Reproduce the lines below exactly. Begin with the first, end with the line containing "paint.setAntiAlias(true);", and leave out the pictures.

Data extracted from a collection
--- START ---
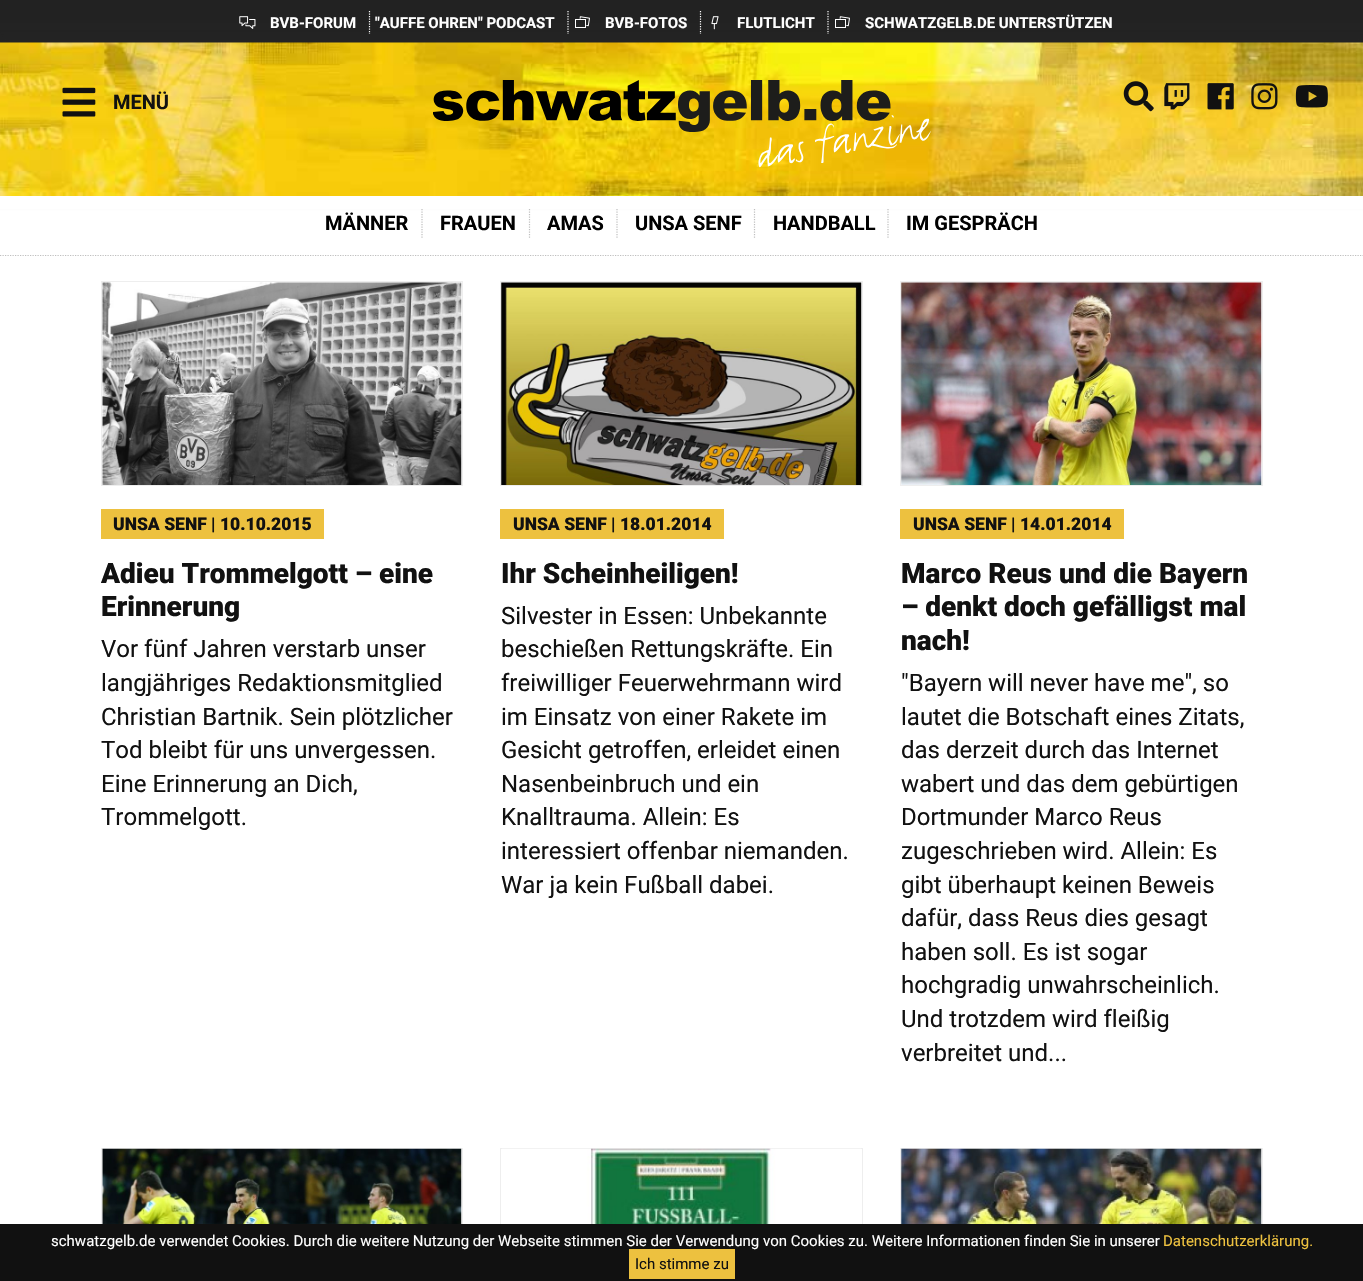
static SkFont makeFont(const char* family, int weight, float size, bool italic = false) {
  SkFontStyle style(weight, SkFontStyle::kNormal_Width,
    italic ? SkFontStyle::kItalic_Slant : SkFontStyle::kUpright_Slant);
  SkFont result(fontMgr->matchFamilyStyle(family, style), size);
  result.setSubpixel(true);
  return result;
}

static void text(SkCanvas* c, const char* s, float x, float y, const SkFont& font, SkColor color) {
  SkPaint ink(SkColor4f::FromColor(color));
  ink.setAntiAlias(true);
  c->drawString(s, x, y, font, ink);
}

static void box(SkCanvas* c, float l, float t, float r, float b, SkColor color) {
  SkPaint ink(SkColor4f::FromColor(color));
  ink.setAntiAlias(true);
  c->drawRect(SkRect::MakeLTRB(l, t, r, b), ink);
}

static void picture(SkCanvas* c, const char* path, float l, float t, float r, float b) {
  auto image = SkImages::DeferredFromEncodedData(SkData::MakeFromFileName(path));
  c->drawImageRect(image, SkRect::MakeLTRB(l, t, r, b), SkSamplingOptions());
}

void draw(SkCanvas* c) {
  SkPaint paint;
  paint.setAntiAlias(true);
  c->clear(0xffffffff);
  box(c, 0, 0, 1363, 43, 0xff222222);
  paint.setColor(0x40292929);
  paint.setMaskFilter(SkMaskFilter::MakeBlur(kNormal_SkBlurStyle, 5.5f));
  c->drawRect(SkRect::MakeLTRB(-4, 39, 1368, 200), paint);
  paint.setMaskFilter(nullptr);
  paint.setStyle(SkPaint::kStroke_Style);
  paint.setStrokeWidth(1.2f);
  paint.setColor(0xffffffff);
  paint.setPathEffect(SkDashPathEffect::Make({{1.25f, 1.25f}}, 0));
  c->drawPath(SkPathBuilder().moveTo(369.5f, 11).lineTo(369.5f, 34).detach(), paint);
  paint.setPathEffect(nullptr);
  picture(c, "img_01.png", 239, 16, 256, 29);
  SkFont face1 = makeFont("Roboto", 700, 15);
  text(c, "BVB-FORUM", 270, 28, face1, 0xffffffff);
  paint.setPathEffect(SkDashPathEffect::Make({{1.25f, 1.25f}}, 0));
  c->drawPath(SkPathBuilder().moveTo(568, 11).lineTo(568, 34).detach(), paint);
  paint.setPathEffect(nullptr);
  text(c, "\"AUFFE OHREN\" PODCAST", 375, 28, face1, 0xffffffff);
  paint.setPathEffect(SkDashPathEffect::Make({{1.25f, 1.25f}}, 0));
  c->drawPath(SkPathBuilder().moveTo(700.5f, 11).lineTo(700.5f, 34).detach(), paint);
  paint.setPathEffect(nullptr);
  picture(c, "img_02.png", 575, 16, 590, 28);
  text(c, "BVB-FOTOS", 605, 28, face1, 0xffffffff);
  paint.setPathEffect(SkDashPathEffect::Make({{1.25f, 1.25f}}, 0));
  c->drawPath(SkPathBuilder().moveTo(828, 11).lineTo(828, 34).detach(), paint);
  paint.setPathEffect(nullptr);
  picture(c, "img_03.png", 711, 16, 719, 30);
  text(c, "FLUTLICHT", 737, 28, face1, 0xffffffff);
  picture(c, "img_02.png", 835, 16, 850, 28);
  text(c, "SCHWATZGELB.DE UNTERSTÜTZEN", 865, 28, face1, 0xffffffff);
  picture(c, "img_04.png", 0, 42, 1363, 196);
  picture(c, "img_05.png", 433, 80, 931, 168);
  picture(c, "img_06.png", 62, 87, 96, 117);
  SkFont face2 = makeFont("Roboto", 700, 20);
  text(c, "MENÜ", 113, 109, face2, 0xff111111);
  picture(c, "img_07.png", 1123, 81, 1154, 112);
  picture(c, "img_08.png", 1164, 83, 1190, 110);
  picture(c, "img_09.png", 1207, 83, 1234, 110);
  picture(c, "img_10.png", 1251, 83, 1278, 110);
  picture(c, "img_11.png", 1295, 85, 1328, 108);
  box(c, 0, 196, 1363, 209, 0xffffffff);
  paint.setColor(0xffbfbfbf);
  paint.setPathEffect(SkDashPathEffect::Make({{1.25f, 1.25f}}, 0));
  c->drawPath(SkPathBuilder().moveTo(0, 255.5f).lineTo(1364, 255.5f).detach(), paint);
  paint.setPathEffect(nullptr);
  paint.setPathEffect(SkDashPathEffect::Make({{1.25f, 1.25f}}, 0));
  c->drawPath(SkPathBuilder().moveTo(422, 209).lineTo(422, 239).detach(), paint);
  paint.setPathEffect(nullptr);
  text(c, "MÄNNER", 325, 230, face2, 0xff000000);
  paint.setPathEffect(SkDashPathEffect::Make({{1.25f, 1.25f}}, 0));
  c->drawPath(SkPathBuilder().moveTo(529.5f, 209).lineTo(529.5f, 239).detach(), paint);
  paint.setPathEffect(nullptr);
  text(c, "FRAUEN", 440, 230, face2, 0xff000000);
  paint.setPathEffect(SkDashPathEffect::Make({{1.25f, 1.25f}}, 0));
  c->drawPath(SkPathBuilder().moveTo(617, 209).lineTo(617, 239).detach(), paint);
  paint.setPathEffect(nullptr);
  text(c, "AMAS", 547, 230, face2, 0xff000000);
  paint.setPathEffect(SkDashPathEffect::Make({{1.25f, 1.25f}}, 0));
  c->drawPath(SkPathBuilder().moveTo(754.5f, 209).lineTo(754.5f, 239).detach(), paint);
  paint.setPathEffect(nullptr);
  text(c, "UNSA SENF", 635, 230, face2, 0xff000000);
  paint.setPathEffect(SkDashPathEffect::Make({{1.25f, 1.25f}}, 0));
  c->drawPath(SkPathBuilder().moveTo(888, 209).lineTo(888, 239).detach(), paint);
  paint.setPathEffect(nullptr);
  text(c, "HANDBALL", 773, 230, face2, 0xff000000);
  text(c, "IM GESPRÄCH", 906, 230, face2, 0xff000000);
  paint.setStrokeWidth(1);
  paint.setColor(0xffeeeeee);
  c->drawRect(SkRect::MakeLTRB(101.5f, 281.5f, 462.5f, 485.5f), paint);
  picture(c, "img_12.png", 102, 282, 462, 485);
  box(c, 101, 509, 324, 539, 0xffedc13f);
  SkFont face3 = makeFont("Roboto", 900, 17.5f);
  text(c, "UNSA SENF | 10.10.2015", 113, 530, face3, 0xff111111);
  SkFont face4 = makeFont("Roboto", 900, 28);
  text(c, "Adieu Trommelgott – eine", 101, 583, face4, 0xff111111);
  text(c, "Erinnerung", 101, 616, face4, 0xff111111);
  SkFont face5 = makeFont("Roboto", 400, 24);
  text(c, "Vor fünf Jahren verstarb unser", 101, 657, face5, 0xff111111);
  text(c, "langjähriges Redaktionsmitglied", 101, 691, face5, 0xff111111);
  text(c, "Christian Bartnik. Sein plötzlicher", 101, 725, face5, 0xff111111);
  text(c, "Tod bleibt für uns unvergessen.", 101, 758, face5, 0xff111111);
  text(c, "Eine Erinnerung an Dich,", 101, 792, face5, 0xff111111);
  text(c, "Trommelgott.", 101, 825, face5, 0xff111111);
  c->drawRect(SkRect::MakeLTRB(500.5f, 281.5f, 862.5f, 485.5f), paint);
  picture(c, "img_13.png", 501, 282, 862, 485);
  box(c, 500, 509, 724, 539, 0xffedc13f);
  text(c, "UNSA SENF | 18.01.2014", 513, 530, face3, 0xff111111);
  text(c, "Ihr Scheinheiligen!", 501, 583, face4, 0xff111111);
  text(c, "Silvester in Essen: Unbekannte", 501, 624, face5, 0xff111111);
  text(c, "beschießen Rettungskräfte. Ein", 501, 657, face5, 0xff111111);
  text(c, "freiwilliger Feuerwehrmann wird", 501, 691, face5, 0xff111111);
  text(c, "im Einsatz von einer Rakete im", 501, 725, face5, 0xff111111);
  text(c, "Gesicht getroffen, erleidet einen", 501, 758, face5, 0xff111111);
  text(c, "Nasenbeinbruch und ein", 501, 792, face5, 0xff111111);
  text(c, "Knalltrauma. Allein: Es", 501, 825, face5, 0xff111111);
  text(c, "interessiert offenbar niemanden.", 501, 859, face5, 0xff111111);
  text(c, "War ja kein Fußball dabei.", 501, 893, face5, 0xff111111);
  c->drawRect(SkRect::MakeLTRB(900.5f, 281.5f, 1262.5f, 485.5f), paint);
  picture(c, "img_14.png", 901, 282, 1262, 485);
  box(c, 900, 509, 1124, 539, 0xffedc13f);
  text(c, "UNSA SENF | 14.01.2014", 913, 530, face3, 0xff111111);
  text(c, "Marco Reus und die Bayern", 901, 583, face4, 0xff111111);
  text(c, "– denkt doch gefälligst mal", 901, 616, face4, 0xff111111);
  text(c, "nach!", 901, 650, face4, 0xff111111);
  text(c, "\"Bayern will never have me\", so", 901, 691, face5, 0xff111111);
  text(c, "lautet die Botschaft eines Zitats,", 901, 725, face5, 0xff111111);
  text(c, "das derzeit durch das Internet", 901, 758, face5, 0xff111111);
  text(c, "wabert und das dem gebürtigen", 901, 792, face5, 0xff111111);
  text(c, "Dortmunder Marco Reus", 901, 825, face5, 0xff111111);
  text(c, "zugeschrieben wird. Allein: Es", 901, 859, face5, 0xff111111);
  text(c, "gibt überhaupt keinen Beweis", 901, 893, face5, 0xff111111);
  text(c, "dafür, dass Reus dies gesagt", 901, 926, face5, 0xff111111);
  text(c, "haben soll. Es ist sogar", 901, 960, face5, 0xff111111);
  text(c, "hochgradig unwahrscheinlich.", 901, 993, face5, 0xff111111);
  text(c, "Und trotzdem wird fleißig", 901, 1027, face5, 0xff111111);
  text(c, "verbreitet und...", 901, 1061, face5, 0xff111111);
  c->drawRect(SkRect::MakeLTRB(101.5f, 1148.5f, 462.5f, 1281.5f), paint);
  picture(c, "img_15.png", 102, 1148, 462, 1224);
  c->drawRect(SkRect::MakeLTRB(500.5f, 1148.5f, 862.5f, 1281.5f), paint);
  picture(c, "img_16.png", 502, 1148, 861, 1224);
  c->drawRect(SkRect::MakeLTRB(900.5f, 1148.5f, 1262.5f, 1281.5f), paint);
  picture(c, "img_17.png", 901, 1148, 1262, 1224);
  box(c, 0, 1224, 1363, 1281, 0xff111111);
  SkFont face6 = makeFont("Roboto", 400, 15);
  text(c, "schwatzgelb.de verwendet Cookies. Durch die weitere Nutzung der Webseite stimmen Sie der Verwendung von Cookies zu. Weitere Informationen finden Sie in unserer", 51, 1246, face6, 0xffffffff);
  text(c, "Datenschutzerklärung.", 1163, 1246, face6, 0xffedc13f);
  box(c, 629, 1249, 735, 1279, 0xffedc13f);
  text(c, "Ich stimme zu", 635, 1269, face6, 0xff111111);
}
--- END ---
RESULT
static SkFont makeFont(const char* family, int weight, float size, bool italic = false) {
  SkFontStyle style(weight, SkFontStyle::kNormal_Width,
    italic ? SkFontStyle::kItalic_Slant : SkFontStyle::kUpright_Slant);
  SkFont result(fontMgr->matchFamilyStyle(family, style), size);
  result.setSubpixel(true);
  return result;
}

static void text(SkCanvas* c, const char* s, float x, float y, const SkFont& font, SkColor color) {
  SkPaint ink(SkColor4f::FromColor(color));
  ink.setAntiAlias(true);
  c->drawString(s, x, y, font, ink);
}

static void box(SkCanvas* c, float l, float t, float r, float b, SkColor color) {
  SkPaint ink(SkColor4f::FromColor(color));
  ink.setAntiAlias(true);
  c->drawRect(SkRect::MakeLTRB(l, t, r, b), ink);
}

static void picture(SkCanvas* c, const char* path, float l, float t, float r, float b) {
  auto image = SkImages::DeferredFromEncodedData(SkData::MakeFromFileName(path));
  c->drawImageRect(image, SkRect::MakeLTRB(l, t, r, b), SkSamplingOptions());
}

void draw(SkCanvas* c) {
  SkPaint paint;
  paint.setAntiAlias(true);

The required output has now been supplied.